# Exercise instructions:
Every entry should appear in your answer exactly as it does here.

# Dataset content:
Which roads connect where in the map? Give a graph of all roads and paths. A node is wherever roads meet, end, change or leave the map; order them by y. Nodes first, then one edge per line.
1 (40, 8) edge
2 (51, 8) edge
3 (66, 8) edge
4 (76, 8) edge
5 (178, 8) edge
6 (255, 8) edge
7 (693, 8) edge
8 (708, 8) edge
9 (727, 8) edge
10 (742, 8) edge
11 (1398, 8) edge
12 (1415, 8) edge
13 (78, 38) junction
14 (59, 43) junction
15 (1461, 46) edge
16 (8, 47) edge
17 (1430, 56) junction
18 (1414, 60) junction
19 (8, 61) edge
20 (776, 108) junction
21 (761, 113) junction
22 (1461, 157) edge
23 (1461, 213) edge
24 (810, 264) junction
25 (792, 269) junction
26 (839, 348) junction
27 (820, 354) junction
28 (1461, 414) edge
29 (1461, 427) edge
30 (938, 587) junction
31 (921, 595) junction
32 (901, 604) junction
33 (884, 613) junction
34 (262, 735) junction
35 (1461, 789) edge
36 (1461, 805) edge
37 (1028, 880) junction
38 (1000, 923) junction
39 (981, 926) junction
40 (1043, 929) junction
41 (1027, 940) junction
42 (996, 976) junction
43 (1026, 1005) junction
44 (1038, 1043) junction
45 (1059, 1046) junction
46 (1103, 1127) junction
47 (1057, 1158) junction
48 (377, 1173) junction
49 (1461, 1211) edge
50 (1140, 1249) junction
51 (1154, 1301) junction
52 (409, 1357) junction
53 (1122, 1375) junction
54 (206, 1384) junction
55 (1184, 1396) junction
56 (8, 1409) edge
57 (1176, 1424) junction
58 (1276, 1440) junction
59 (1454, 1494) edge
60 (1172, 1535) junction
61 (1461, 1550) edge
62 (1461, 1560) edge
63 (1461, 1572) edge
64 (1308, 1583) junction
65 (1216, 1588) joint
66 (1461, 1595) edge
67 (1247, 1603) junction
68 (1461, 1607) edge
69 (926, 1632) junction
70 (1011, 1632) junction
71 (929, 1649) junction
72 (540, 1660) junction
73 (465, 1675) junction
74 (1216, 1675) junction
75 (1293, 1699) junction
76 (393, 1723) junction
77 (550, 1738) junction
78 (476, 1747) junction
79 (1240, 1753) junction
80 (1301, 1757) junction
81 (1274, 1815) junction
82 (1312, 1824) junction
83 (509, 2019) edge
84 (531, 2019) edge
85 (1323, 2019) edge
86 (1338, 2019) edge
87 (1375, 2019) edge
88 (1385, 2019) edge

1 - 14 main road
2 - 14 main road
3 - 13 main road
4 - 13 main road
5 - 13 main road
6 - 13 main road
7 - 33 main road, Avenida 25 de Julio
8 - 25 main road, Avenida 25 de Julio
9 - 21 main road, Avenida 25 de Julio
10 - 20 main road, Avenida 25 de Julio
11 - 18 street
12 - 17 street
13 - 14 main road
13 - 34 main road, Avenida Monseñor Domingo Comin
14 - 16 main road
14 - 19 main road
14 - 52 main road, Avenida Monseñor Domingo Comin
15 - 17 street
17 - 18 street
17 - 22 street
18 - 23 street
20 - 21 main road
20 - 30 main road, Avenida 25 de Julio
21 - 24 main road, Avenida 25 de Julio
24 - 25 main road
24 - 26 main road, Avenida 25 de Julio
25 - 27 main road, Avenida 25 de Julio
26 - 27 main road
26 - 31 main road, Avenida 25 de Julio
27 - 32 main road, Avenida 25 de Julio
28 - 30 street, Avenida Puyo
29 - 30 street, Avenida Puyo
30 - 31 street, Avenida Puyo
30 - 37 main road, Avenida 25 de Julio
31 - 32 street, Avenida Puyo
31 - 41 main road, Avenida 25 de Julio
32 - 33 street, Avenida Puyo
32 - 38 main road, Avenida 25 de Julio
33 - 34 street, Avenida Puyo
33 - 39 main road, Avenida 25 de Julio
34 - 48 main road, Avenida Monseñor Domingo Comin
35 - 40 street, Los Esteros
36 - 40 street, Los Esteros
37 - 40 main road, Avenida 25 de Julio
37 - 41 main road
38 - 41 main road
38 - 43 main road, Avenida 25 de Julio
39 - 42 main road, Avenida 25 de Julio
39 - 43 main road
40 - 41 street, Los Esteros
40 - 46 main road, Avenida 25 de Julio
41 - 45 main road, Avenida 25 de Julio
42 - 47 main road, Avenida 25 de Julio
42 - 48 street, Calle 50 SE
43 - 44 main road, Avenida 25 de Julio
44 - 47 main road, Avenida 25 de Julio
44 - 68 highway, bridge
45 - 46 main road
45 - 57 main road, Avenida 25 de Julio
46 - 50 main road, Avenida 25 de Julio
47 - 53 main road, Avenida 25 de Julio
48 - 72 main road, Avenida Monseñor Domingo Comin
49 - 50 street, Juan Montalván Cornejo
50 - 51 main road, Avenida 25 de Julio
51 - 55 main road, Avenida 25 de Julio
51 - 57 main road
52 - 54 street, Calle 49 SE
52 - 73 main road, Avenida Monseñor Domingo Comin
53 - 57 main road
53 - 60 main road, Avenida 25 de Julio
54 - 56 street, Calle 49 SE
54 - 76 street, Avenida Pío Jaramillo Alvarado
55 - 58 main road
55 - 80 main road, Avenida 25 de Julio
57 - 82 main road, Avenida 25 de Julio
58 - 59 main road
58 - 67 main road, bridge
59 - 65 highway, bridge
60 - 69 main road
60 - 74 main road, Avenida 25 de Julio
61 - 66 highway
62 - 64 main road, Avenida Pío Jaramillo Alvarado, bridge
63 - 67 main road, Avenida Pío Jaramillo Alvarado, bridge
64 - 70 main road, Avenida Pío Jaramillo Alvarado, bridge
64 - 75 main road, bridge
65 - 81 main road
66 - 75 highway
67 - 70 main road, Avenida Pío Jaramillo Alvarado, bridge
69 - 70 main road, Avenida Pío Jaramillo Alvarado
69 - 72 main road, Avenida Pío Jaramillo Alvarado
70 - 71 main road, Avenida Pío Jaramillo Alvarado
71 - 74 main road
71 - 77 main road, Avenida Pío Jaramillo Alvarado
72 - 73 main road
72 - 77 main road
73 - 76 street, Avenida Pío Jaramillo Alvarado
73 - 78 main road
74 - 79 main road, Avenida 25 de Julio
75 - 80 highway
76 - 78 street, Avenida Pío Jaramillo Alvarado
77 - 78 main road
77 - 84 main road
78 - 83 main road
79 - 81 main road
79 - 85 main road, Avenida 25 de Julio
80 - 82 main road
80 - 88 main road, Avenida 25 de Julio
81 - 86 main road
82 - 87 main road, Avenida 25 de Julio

# Exercise response:
Which roads connect where in the map? Give a graph of all roads and paths. A node is wherever roads meet, end, change or leave the map; order them by y. Nodes first, then one edge per line.
1 (40, 8) edge
2 (51, 8) edge
3 (66, 8) edge
4 (76, 8) edge
5 (178, 8) edge
6 (255, 8) edge
7 (693, 8) edge
8 (708, 8) edge
9 (727, 8) edge
10 (742, 8) edge
11 (1398, 8) edge
12 (1415, 8) edge
13 (78, 38) junction
14 (59, 43) junction
15 (1461, 46) edge
16 (8, 47) edge
17 (1430, 56) junction
18 (1414, 60) junction
19 (8, 61) edge
20 (776, 108) junction
21 (761, 113) junction
22 (1461, 157) edge
23 (1461, 213) edge
24 (810, 264) junction
25 (792, 269) junction
26 (839, 348) junction
27 (820, 354) junction
28 (1461, 414) edge
29 (1461, 427) edge
30 (938, 587) junction
31 (921, 595) junction
32 (901, 604) junction
33 (884, 613) junction
34 (262, 735) junction
35 (1461, 789) edge
36 (1461, 805) edge
37 (1028, 880) junction
38 (1000, 923) junction
39 (981, 926) junction
40 (1043, 929) junction
41 (1027, 940) junction
42 (996, 976) junction
43 (1026, 1005) junction
44 (1038, 1043) junction
45 (1059, 1046) junction
46 (1103, 1127) junction
47 (1057, 1158) junction
48 (377, 1173) junction
49 (1461, 1211) edge
50 (1140, 1249) junction
51 (1154, 1301) junction
52 (409, 1357) junction
53 (1122, 1375) junction
54 (206, 1384) junction
55 (1184, 1396) junction
56 (8, 1409) edge
57 (1176, 1424) junction
58 (1276, 1440) junction
59 (1454, 1494) edge
60 (1172, 1535) junction
61 (1461, 1550) edge
62 (1461, 1560) edge
63 (1461, 1572) edge
64 (1308, 1583) junction
65 (1216, 1588) joint
66 (1461, 1595) edge
67 (1247, 1603) junction
68 (1461, 1607) edge
69 (926, 1632) junction
70 (1011, 1632) junction
71 (929, 1649) junction
72 (540, 1660) junction
73 (465, 1675) junction
74 (1216, 1675) junction
75 (1293, 1699) junction
76 (393, 1723) junction
77 (550, 1738) junction
78 (476, 1747) junction
79 (1240, 1753) junction
80 (1301, 1757) junction
81 (1274, 1815) junction
82 (1312, 1824) junction
83 (509, 2019) edge
84 (531, 2019) edge
85 (1323, 2019) edge
86 (1338, 2019) edge
87 (1375, 2019) edge
88 (1385, 2019) edge

1 - 14 main road
2 - 14 main road
3 - 13 main road
4 - 13 main road
5 - 13 main road
6 - 13 main road
7 - 33 main road, Avenida 25 de Julio
8 - 25 main road, Avenida 25 de Julio
9 - 21 main road, Avenida 25 de Julio
10 - 20 main road, Avenida 25 de Julio
11 - 18 street
12 - 17 street
13 - 14 main road
13 - 34 main road, Avenida Monseñor Domingo Comin
14 - 16 main road
14 - 19 main road
14 - 52 main road, Avenida Monseñor Domingo Comin
15 - 17 street
17 - 18 street
17 - 22 street
18 - 23 street
20 - 21 main road
20 - 30 main road, Avenida 25 de Julio
21 - 24 main road, Avenida 25 de Julio
24 - 25 main road
24 - 26 main road, Avenida 25 de Julio
25 - 27 main road, Avenida 25 de Julio
26 - 27 main road
26 - 31 main road, Avenida 25 de Julio
27 - 32 main road, Avenida 25 de Julio
28 - 30 street, Avenida Puyo
29 - 30 street, Avenida Puyo
30 - 31 street, Avenida Puyo
30 - 37 main road, Avenida 25 de Julio
31 - 32 street, Avenida Puyo
31 - 41 main road, Avenida 25 de Julio
32 - 33 street, Avenida Puyo
32 - 38 main road, Avenida 25 de Julio
33 - 34 street, Avenida Puyo
33 - 39 main road, Avenida 25 de Julio
34 - 48 main road, Avenida Monseñor Domingo Comin
35 - 40 street, Los Esteros
36 - 40 street, Los Esteros
37 - 40 main road, Avenida 25 de Julio
37 - 41 main road
38 - 41 main road
38 - 43 main road, Avenida 25 de Julio
39 - 42 main road, Avenida 25 de Julio
39 - 43 main road
40 - 41 street, Los Esteros
40 - 46 main road, Avenida 25 de Julio
41 - 45 main road, Avenida 25 de Julio
42 - 47 main road, Avenida 25 de Julio
42 - 48 street, Calle 50 SE
43 - 44 main road, Avenida 25 de Julio
44 - 47 main road, Avenida 25 de Julio
44 - 68 highway, bridge
45 - 46 main road
45 - 57 main road, Avenida 25 de Julio
46 - 50 main road, Avenida 25 de Julio
47 - 53 main road, Avenida 25 de Julio
48 - 72 main road, Avenida Monseñor Domingo Comin
49 - 50 street, Juan Montalván Cornejo
50 - 51 main road, Avenida 25 de Julio
51 - 55 main road, Avenida 25 de Julio
51 - 57 main road
52 - 54 street, Calle 49 SE
52 - 73 main road, Avenida Monseñor Domingo Comin
53 - 57 main road
53 - 60 main road, Avenida 25 de Julio
54 - 56 street, Calle 49 SE
54 - 76 street, Avenida Pío Jaramillo Alvarado
55 - 58 main road
55 - 80 main road, Avenida 25 de Julio
57 - 82 main road, Avenida 25 de Julio
58 - 59 main road
58 - 67 main road, bridge
59 - 65 highway, bridge
60 - 69 main road
60 - 74 main road, Avenida 25 de Julio
61 - 66 highway
62 - 64 main road, Avenida Pío Jaramillo Alvarado, bridge
63 - 67 main road, Avenida Pío Jaramillo Alvarado, bridge
64 - 70 main road, Avenida Pío Jaramillo Alvarado, bridge
64 - 75 main road, bridge
65 - 81 main road
66 - 75 highway
67 - 70 main road, Avenida Pío Jaramillo Alvarado, bridge
69 - 70 main road, Avenida Pío Jaramillo Alvarado
69 - 72 main road, Avenida Pío Jaramillo Alvarado
70 - 71 main road, Avenida Pío Jaramillo Alvarado
71 - 74 main road
71 - 77 main road, Avenida Pío Jaramillo Alvarado
72 - 73 main road
72 - 77 main road
73 - 76 street, Avenida Pío Jaramillo Alvarado
73 - 78 main road
74 - 79 main road, Avenida 25 de Julio
75 - 80 highway
76 - 78 street, Avenida Pío Jaramillo Alvarado
77 - 78 main road
77 - 84 main road
78 - 83 main road
79 - 81 main road
79 - 85 main road, Avenida 25 de Julio
80 - 82 main road
80 - 88 main road, Avenida 25 de Julio
81 - 86 main road
82 - 87 main road, Avenida 25 de Julio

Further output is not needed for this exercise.